There was a season where the eternal wars I had were the dominant focus of my life. This made it impossible to recognize success. Impossible to rest. Then there was a shift. I became so tired of fighting that I surrendered. My complete focus shifted to Jesus. It no longer was important what happened to my body, how my story would end, who I would become. I just decided to look at Jesus. Once I did, my space literally began to clear up. I stopped answering some phone calls without feelings of guilt. There was room in my thoughts. I let go of commitments at church. I let go of the baggage from my past. I let go of the burdens of friends and peers. I jumped.
The moment I did, I collected all the poems I had written throughout the years of my journey. I began collecting and organizing them into a notebook. I started setting aside time each day to record with Song. I started building with the parent advocacy group and noticed that I was a power player at every table. I wasn’t sitting void of input, I had reservoirs of experience to pull from and appreciated any input from others. I was a leader. I had a voice.

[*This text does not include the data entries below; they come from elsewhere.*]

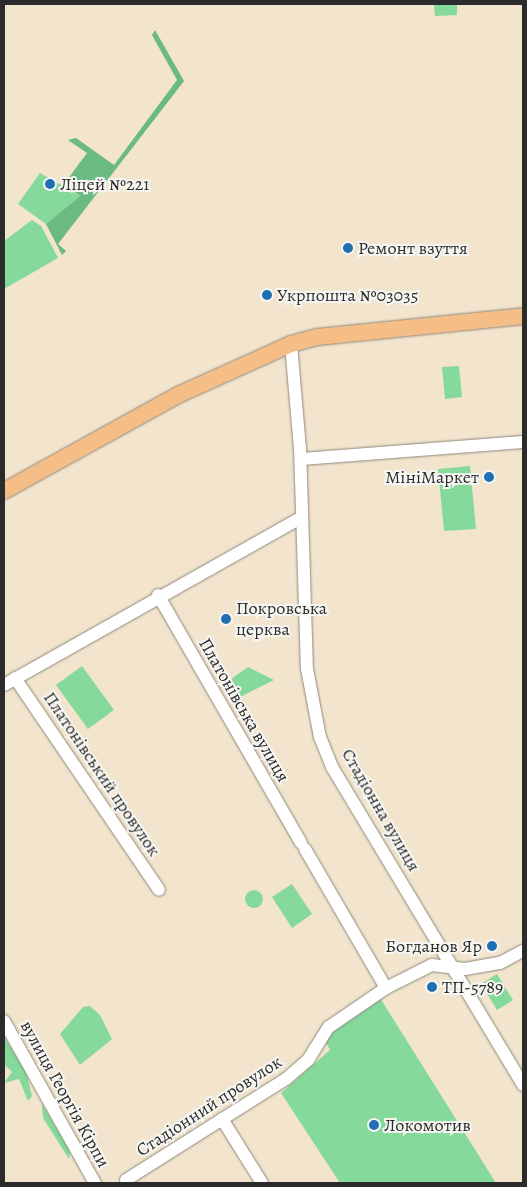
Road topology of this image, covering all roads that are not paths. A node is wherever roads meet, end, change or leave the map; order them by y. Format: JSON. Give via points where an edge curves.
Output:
{"nodes":[{"id":1,"x":523,"y":316,"type":"edge"},
{"id":2,"x":291,"y":344,"type":"junction"},
{"id":3,"x":523,"y":442,"type":"edge"},
{"id":4,"x":301,"y":459,"type":"junction"},
{"id":5,"x":4,"y":491,"type":"edge"},
{"id":6,"x":302,"y":516,"type":"junction"},
{"id":7,"x":158,"y":595,"type":"junction"},
{"id":8,"x":16,"y":678,"type":"junction"},
{"id":9,"x":4,"y":685,"type":"edge"},
{"id":10,"x":159,"y":890,"type":"dead end"},
{"id":11,"x":523,"y":951,"type":"edge"},
{"id":12,"x":454,"y":965,"type":"junction"},
{"id":13,"x":386,"y":988,"type":"junction"},
{"id":14,"x":4,"y":1021,"type":"edge"},
{"id":15,"x":523,"y":1085,"type":"edge"},
{"id":16,"x":222,"y":1119,"type":"junction"},
{"id":17,"x":94,"y":1182,"type":"edge"},
{"id":18,"x":134,"y":1182,"type":"edge"},
{"id":19,"x":262,"y":1183,"type":"edge"}],
"edges":[{"from":1,"to":2,"type":"main road","via":[[318,337]]},
{"from":2,"to":4,"type":"street","name":"Стадіонна вулиця"},
{"from":2,"to":5,"type":"main road","via":[[178,395]]},
{"from":3,"to":4,"type":"street"},
{"from":4,"to":6,"type":"street","name":"Стадіонна вулиця"},
{"from":6,"to":7,"type":"street"},
{"from":6,"to":12,"type":"street","name":"Стадіонна вулиця","via":[[307,669],[320,737],[332,767]]},
{"from":7,"to":8,"type":"street"},
{"from":7,"to":13,"type":"street","name":"Платонівська вулиця"},
{"from":8,"to":9,"type":"street"},
{"from":8,"to":10,"type":"street","name":"Платонівський провулок"},
{"from":11,"to":12,"type":"street","name":"Стадіонний провулок","via":[[500,963],[465,969]]},
{"from":12,"to":13,"type":"street","name":"Стадіонний провулок","via":[[432,965]]},
{"from":12,"to":15,"type":"street","name":"Стадіонна вулиця"},
{"from":13,"to":16,"type":"street","name":"Стадіонний провулок","via":[[329,1027],[308,1060],[286,1079]]},
{"from":14,"to":17,"type":"street","name":"вулиця Георгія Кірпи"},
{"from":16,"to":18,"type":"street","name":"Стадіонний провулок"},
{"from":16,"to":19,"type":"street"}]}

The more I grew in my understanding of how I no longer felt the need to serve others out of pity or sense of belonging. I was intentional. I followed the internal compass inside of me and was led by that, alone. I didn’t allow people’s opinion or doubt to deter my own faith.
After dedicating eight months to the parent advocacy group, the Holy Spirit showed me it was time to break away from that commitment. I battled awhile with that. I had met Hope there. I finally thought I was working in my purpose and I could not understand why He would take that away from me. Things in this group had finally begun to materialize, like the logo and mission statement, and honestly, I did not want to let it go. I ignored the instruction for a couple of weeks but began to become very frustrated, and was having trouble keeping my commitments to the group.
Here I was, at another crossroad. Things finally seemed to be moving forward and God was asking me to jump again. This time I had no clue as to what would be waiting for me on the other side. Still, I knew there was nothing I could do without my shepherd’s guidance. Saying “I totally trust you Lord” is one thing, but there will be no manifestation without action.